Until then, I leave you with this meme featuring a kissing scene from The Pirate’s Duchess!

Available at:

Indigo      Amazon     B&N     ITunes     Kobo

 

Wishing you fair winds, Happy Holidays and a very Happy New Year!

Blessings,

Katherine

 

22 Responses

  1. Linda

    I can’t claim to know much about Cornwall or Devon but pirates! Ah yes. What it is about them that is so intriguing to read about? I guess for me it’s the sense of adventure, the touch of recklessness, derring do & freedom.

    • Katherine Bone

      Recklessness, derring-do and freedom! Those ARR FABulous reasons to love pirates, Lady Linda! So happy you commented today! 😉

  2. Barbara Monajem

    I read the first in the Poldark books and loved it. Also read a children’s book about some wreckers on the Cornish coast–fascinating. It’s definitely an amazing area in which to set a story–a character in its own right, as you said. Welcome, Katherine!

    • Katherine Bone

      Lady Barbara, the tales of wreckers ARR riveting. The hopelessness some of the Cornish folk felt when the copper & tin mines is so gripping! What they had to do to survive…

  3. Evelyn Brix

    Hi Katherine, the coast of Cornwall is such an intriguing place, beautiful and somehow sinister at the same time. Of course my true love of Cornwall may have more to do with a tour guide I once met there. Love at first sight. But alas, after 4 days I had to move on and so did he. Sigh.

    • Katherine Bone

      A Cornish tour guide? Luv it, Lady Evelyn!!! Im a believer in love at first sight. I also enjoy your use of the word sinister.

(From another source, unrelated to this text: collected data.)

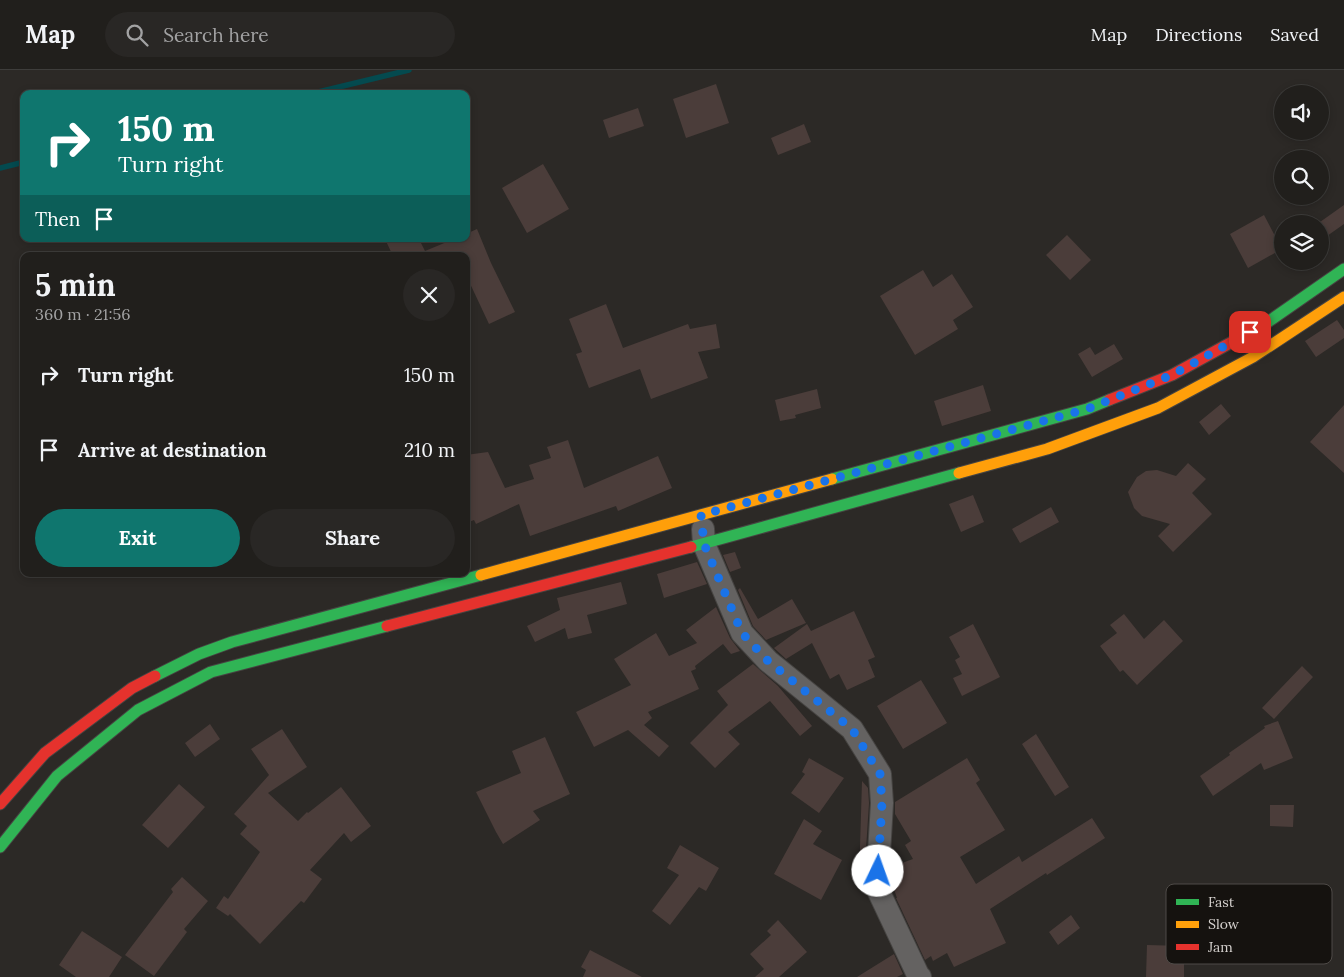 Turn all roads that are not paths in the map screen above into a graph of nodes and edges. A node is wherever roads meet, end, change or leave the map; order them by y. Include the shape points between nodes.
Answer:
1 (1344, 270) edge
2 (1344, 297) edge
3 (701, 515) junction
4 (704, 544) junction
5 (0, 804) edge
6 (0, 847) edge
7 (920, 977) edge

1 - 3 main road via 1265,324 1172,375 1087,409
2 - 4 main road via 1252,357 1158,408 1047,449
3 - 4 street
3 - 5 main road via 232,642 200,654 132,688 53,747
4 - 6 main road via 211,672 138,710 57,776
4 - 7 street via 742,633 768,661 852,729 880,774 882,803 877,888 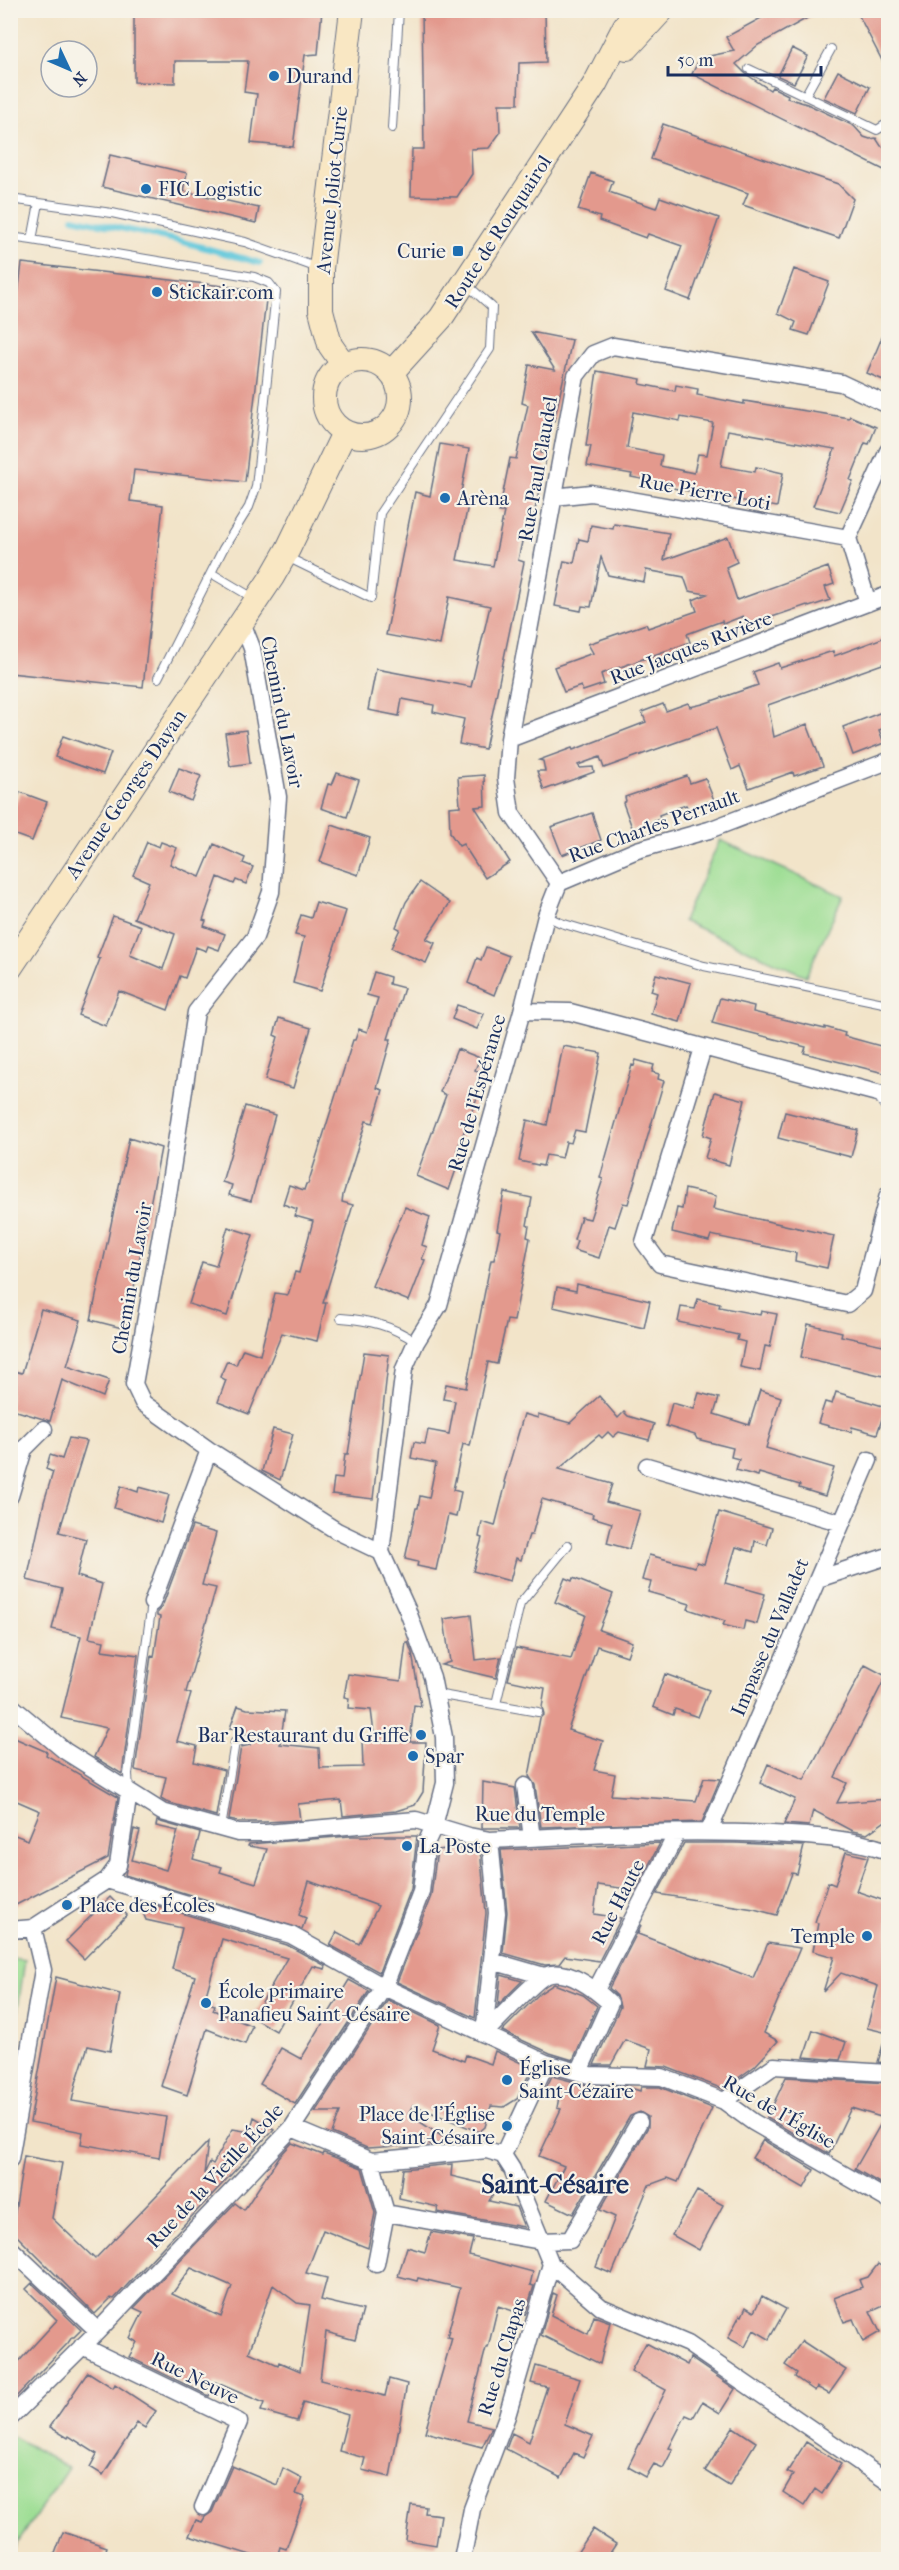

The landscape has a power all its own, doesn’t it? 😉

  4. Alyssa Alexander

    Welcome to ER, Katherine! Looks like I’ll be picking up some pirate romances. 🙂 As for Cornwall, I’ve never been, but it seems like it’s wild and rough–the perfect place to set a swashbuckling tale!

  5. Violetta Rand

    Hello Katherine, welcome to the ER family. I adore pirates. 🙂

  6. Brenda

    I love the scenery of Cornwall. My one regret when I went to England was not being able to visit. The pictures I have seen makes me believe that though the coast looks hard at times there is a beauty and a pride there. If I were to live in England it is where I would live. I feel in love with Cornwall watching the first Poldark series and it’s only gotten stronger.

    • Katherine Bone

      Ahoy, Lady Brenda! I feel the same way about Cornwall! If I lived in England, that is where I’d love to live! Mayhap I could really be inspired there, eh? 😉

  7. jessicajefferson

    Great to have you aboard! I’m especially pleased to see the pic of Poldark. I’ve had a bit of an obsession since Victoria posted a blog about them.

    • Katherine Bone

      Ahoy, Lady Jessica! I’m a big fan too! I have the original series on DVD and the new series, as well as the books. I’m reading the first book now! Woot!!! 🎄

    • Katherine Bone

      Lady Denise, the French and Spanish took a hit, didnt they? Did you know one of the reasons smuggling was so rampant stemmed from the king taxing tea? Wreckers and thieves stole the tea and sold it to make quite a good living. Woot! Thanks for commenting!!! 😎

  8. angelinajameson

    Lovely blog post, Katherine. I loved hearing how you got into writing about pirates. 🙂 When I lived in England I did get to visit Cornwall a few times. Of course my fave place there is Tintagel Castle and Merlin’s Cave. I think one aspect of piracy in Cornwall that could be explored was the ranson aspect. Pirates would kidnap people and ransom them back to their families.

    • Katherine Bone

      Ahoy, Lady Angelina! Thanks so much for your kind comments! I’ve never been to Cornwall but that’s the first place I want to go whenever I finally get to visit England. 😉

      I’ve read about the ransoming too, though most scholars talk about the Barbary Corsairs. Cornish smugglers were cunning. I enjoy reading about their pirate dens and the caves they hid in but have been primarily intrigued about those that had hideouts beneath homes, taverns, and get this… churches too (to include clergy being involved)! The people there found savvy ways of outwitting the revenue men, to be sure. LOL!!!